Oh I dunno again… maybe raised levels of radiation found on their clothing? Maybe reports of blinding lights that appeared in the night sky on that ill-fated night? Maybe government conspiracies abounding, like the hikers were at the wrong place at the wrong time and saw secret things they really shouldn’t have?
This all has, quite simply, the most lingering fragrance of the juuuuust post-Stalin era; it’s still the Cold War, and there are still people Listening in on You, and you’ll still get harassed for playing the mandolin while you’re waiting for transport—but you won’t get thrown into prison. As Eichar journeys to Russia in 2012-13, he finds a Russia that is still foreboding, forbidding, but there are new freedoms. But the people he talks to are still firmly planted in the Past, with the fears and paranoias that are the foundation of their being. So we don’t know who’s open and who’s paranoid—cuz everybody is right; it’s just that they’re oh so different.

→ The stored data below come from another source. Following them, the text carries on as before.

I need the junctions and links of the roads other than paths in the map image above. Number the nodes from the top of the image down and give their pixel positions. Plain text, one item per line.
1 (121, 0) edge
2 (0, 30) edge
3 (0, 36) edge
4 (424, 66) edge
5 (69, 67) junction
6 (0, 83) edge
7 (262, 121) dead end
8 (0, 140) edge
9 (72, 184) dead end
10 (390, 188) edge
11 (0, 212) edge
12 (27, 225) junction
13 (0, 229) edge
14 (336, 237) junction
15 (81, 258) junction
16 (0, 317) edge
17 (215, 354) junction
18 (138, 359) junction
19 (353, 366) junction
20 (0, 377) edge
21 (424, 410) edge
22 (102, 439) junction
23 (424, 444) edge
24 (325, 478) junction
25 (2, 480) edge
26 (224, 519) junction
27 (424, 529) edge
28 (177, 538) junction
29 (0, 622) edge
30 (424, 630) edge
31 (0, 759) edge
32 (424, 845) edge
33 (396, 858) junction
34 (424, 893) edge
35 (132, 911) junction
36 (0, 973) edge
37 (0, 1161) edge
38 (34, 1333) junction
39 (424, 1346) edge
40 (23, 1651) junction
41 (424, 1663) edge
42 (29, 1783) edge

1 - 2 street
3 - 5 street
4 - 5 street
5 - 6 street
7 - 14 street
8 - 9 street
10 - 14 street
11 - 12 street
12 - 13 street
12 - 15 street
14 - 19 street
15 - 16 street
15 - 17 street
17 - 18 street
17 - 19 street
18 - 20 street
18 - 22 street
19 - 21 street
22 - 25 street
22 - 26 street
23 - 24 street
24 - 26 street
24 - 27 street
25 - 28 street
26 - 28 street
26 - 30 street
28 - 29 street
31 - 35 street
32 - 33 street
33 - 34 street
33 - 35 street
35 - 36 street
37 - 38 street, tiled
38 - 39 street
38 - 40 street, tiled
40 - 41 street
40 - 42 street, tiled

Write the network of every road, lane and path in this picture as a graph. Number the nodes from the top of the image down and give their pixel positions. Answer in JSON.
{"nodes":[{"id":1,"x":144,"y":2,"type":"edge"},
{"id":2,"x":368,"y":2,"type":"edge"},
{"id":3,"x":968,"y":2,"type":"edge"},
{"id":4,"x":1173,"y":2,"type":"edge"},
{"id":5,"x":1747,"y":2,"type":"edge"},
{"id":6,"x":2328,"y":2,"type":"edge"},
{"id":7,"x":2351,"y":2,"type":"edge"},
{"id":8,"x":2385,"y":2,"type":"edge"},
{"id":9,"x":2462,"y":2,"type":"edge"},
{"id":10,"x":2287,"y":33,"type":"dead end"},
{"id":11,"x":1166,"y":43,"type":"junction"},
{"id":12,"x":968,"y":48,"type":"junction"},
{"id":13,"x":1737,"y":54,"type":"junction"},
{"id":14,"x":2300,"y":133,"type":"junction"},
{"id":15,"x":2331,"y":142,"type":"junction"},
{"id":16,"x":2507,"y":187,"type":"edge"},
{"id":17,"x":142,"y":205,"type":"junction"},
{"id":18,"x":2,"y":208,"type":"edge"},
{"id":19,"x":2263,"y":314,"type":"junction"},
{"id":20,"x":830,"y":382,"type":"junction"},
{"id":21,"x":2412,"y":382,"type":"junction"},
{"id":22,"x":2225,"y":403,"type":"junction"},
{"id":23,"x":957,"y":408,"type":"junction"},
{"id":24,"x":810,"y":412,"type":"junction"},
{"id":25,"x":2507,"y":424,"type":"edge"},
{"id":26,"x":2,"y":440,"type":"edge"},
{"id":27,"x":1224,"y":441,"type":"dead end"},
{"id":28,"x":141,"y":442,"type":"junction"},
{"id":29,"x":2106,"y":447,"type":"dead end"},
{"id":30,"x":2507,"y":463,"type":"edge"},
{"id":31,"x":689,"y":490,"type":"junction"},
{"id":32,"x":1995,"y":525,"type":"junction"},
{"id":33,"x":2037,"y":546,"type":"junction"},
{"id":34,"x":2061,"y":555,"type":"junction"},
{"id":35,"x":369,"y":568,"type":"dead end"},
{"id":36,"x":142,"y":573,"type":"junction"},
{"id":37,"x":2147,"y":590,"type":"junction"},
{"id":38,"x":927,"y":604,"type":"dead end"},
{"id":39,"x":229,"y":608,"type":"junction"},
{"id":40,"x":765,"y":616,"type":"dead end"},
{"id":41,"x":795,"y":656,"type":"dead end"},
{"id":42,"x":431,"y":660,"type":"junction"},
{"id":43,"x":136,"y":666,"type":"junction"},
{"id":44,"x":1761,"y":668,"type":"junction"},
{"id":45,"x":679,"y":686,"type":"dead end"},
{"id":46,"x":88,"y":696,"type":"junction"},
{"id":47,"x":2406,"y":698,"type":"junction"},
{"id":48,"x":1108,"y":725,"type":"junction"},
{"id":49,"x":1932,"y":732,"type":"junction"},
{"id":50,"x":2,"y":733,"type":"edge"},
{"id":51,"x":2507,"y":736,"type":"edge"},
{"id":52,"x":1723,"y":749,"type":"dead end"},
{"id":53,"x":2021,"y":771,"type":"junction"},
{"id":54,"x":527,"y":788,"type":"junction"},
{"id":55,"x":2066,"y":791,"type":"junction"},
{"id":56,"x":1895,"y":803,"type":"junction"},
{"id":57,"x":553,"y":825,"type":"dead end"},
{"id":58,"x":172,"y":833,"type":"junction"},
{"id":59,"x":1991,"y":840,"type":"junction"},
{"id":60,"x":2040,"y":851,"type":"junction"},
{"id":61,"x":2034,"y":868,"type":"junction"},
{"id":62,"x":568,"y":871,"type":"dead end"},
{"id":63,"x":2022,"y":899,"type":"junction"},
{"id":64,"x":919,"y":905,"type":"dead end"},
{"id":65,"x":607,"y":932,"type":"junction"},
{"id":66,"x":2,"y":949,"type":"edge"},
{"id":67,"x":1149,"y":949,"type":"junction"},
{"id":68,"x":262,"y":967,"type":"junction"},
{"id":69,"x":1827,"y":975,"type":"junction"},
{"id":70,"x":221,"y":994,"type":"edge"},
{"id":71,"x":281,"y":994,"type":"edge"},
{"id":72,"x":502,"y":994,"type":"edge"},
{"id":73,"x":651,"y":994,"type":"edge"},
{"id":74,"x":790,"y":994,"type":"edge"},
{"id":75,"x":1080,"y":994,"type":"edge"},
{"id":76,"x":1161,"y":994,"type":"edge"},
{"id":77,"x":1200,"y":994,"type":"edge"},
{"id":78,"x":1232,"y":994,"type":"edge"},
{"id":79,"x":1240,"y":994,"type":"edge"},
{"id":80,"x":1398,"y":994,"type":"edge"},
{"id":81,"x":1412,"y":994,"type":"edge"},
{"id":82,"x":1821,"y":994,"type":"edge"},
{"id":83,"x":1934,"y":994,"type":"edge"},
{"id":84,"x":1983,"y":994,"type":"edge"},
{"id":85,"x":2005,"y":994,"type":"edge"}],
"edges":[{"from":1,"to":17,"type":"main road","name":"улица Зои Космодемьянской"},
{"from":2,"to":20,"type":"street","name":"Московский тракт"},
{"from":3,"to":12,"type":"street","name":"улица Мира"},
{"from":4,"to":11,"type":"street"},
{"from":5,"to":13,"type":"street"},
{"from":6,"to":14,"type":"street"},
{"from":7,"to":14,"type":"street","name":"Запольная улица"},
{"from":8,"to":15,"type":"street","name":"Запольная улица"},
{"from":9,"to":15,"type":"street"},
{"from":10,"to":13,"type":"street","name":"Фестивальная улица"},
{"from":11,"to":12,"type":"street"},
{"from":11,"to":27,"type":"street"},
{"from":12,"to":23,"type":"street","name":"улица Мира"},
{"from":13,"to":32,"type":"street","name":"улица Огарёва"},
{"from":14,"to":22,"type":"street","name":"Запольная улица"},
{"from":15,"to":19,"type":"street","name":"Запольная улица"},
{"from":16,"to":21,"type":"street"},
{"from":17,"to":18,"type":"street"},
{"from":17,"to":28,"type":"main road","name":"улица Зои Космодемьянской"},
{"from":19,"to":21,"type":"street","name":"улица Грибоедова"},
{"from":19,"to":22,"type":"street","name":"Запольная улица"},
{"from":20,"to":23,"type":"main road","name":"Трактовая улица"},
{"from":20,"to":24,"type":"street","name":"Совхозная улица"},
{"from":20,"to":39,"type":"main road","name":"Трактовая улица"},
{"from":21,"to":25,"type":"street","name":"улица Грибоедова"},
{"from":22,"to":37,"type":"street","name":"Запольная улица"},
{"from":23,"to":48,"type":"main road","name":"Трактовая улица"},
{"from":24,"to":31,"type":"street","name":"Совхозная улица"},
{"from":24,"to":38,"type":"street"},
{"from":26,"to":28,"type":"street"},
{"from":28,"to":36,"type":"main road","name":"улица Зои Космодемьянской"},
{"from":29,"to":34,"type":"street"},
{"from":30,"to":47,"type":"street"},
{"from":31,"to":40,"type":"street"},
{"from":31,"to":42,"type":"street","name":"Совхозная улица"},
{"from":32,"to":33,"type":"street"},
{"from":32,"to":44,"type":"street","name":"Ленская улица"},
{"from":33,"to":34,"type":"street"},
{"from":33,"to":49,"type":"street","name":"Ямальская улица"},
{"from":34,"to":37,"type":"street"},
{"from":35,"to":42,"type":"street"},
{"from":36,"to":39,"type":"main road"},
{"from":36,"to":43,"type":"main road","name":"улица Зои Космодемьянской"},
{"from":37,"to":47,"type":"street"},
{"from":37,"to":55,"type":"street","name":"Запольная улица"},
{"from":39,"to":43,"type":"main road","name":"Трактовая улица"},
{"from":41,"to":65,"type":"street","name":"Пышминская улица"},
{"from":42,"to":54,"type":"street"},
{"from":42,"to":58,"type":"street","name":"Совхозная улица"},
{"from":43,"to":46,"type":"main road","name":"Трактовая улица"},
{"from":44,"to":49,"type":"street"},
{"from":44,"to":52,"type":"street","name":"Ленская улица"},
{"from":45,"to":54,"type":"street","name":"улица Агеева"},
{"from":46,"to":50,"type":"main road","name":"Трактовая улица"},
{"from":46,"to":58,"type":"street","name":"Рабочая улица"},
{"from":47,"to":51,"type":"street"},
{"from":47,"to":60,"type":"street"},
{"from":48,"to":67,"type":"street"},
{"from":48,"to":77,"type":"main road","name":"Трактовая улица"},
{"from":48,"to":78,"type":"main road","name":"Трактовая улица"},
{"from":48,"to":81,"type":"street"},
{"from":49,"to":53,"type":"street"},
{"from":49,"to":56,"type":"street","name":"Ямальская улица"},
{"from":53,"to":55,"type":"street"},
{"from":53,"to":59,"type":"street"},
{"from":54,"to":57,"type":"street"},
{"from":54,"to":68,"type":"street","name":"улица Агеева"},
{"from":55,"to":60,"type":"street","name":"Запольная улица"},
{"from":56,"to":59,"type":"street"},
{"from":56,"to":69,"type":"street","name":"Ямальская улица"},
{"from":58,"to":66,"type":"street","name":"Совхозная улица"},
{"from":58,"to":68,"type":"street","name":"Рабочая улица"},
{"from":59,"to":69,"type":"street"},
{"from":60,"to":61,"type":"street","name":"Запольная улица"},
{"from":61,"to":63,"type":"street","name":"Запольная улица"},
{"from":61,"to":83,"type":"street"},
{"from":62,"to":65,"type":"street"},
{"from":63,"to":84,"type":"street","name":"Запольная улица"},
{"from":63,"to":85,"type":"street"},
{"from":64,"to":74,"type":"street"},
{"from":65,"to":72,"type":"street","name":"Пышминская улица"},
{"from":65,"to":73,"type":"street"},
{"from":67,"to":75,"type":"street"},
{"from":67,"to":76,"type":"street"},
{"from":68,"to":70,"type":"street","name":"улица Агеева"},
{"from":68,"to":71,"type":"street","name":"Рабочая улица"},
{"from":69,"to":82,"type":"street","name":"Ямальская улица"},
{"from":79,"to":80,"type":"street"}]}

And I found it all fascinating even, yes, Eichar’s tiny digressions to tell us he had an attack of vertigo at this point or that.
Now onto what the narration taketh away: Eichar himself narrates this and good golly gosh. This is just a guy reading the words, it really is. It could easily be called monotone, robotic, unemotional. But I kinda got that this was a guy who’s felt a great deal about this and, thus, has had to cut himself off emotionally from his own work. It reminds me of The Mirror Test by J. Kael Weston (Will get around to listening to and reviewing that someday). In that audiobook, narrated by Weston himself, it’s obvious that the man is carrying a LOT on his shoulders, and that he’s had to die to himself in order to keep on living.
Okay, Eichar isn’t carrying around baggage like that, but still, he is indeed quite emotionally involved in this quest of his (And people are always confronting him with: What? Why are you here? You don’t have mysteries in your country?!?). So I’m willing to give him a pass on this, plus I’m totally behind him wanting to slooowly (Uhm, like, I had to jack the speed up to x1.8) pull hypnotic tidbit after hypnotic tidbit out, making us savor each fact of the hikers’ grisly deaths, making us savor each last line of each chapter cuz they’re cliffhanger sentences.
This was an utterly compelling listen, just be ready for yes, it’s a LOT of the author’s sleuthing, and for an ending that doesn’t have the disclaimer: Ehhhhh, Who Knows? Sometimes Cold Cases Just Stay Cold.
Whatever. It may’ve been a stretch the way it came together at the end. But I thought it was really cool and, while it was a harrowing conclusion, I felt there was respect given to them.
As though, in those utterly horrifying last hours, we’re there with them; and they didn’t die alone.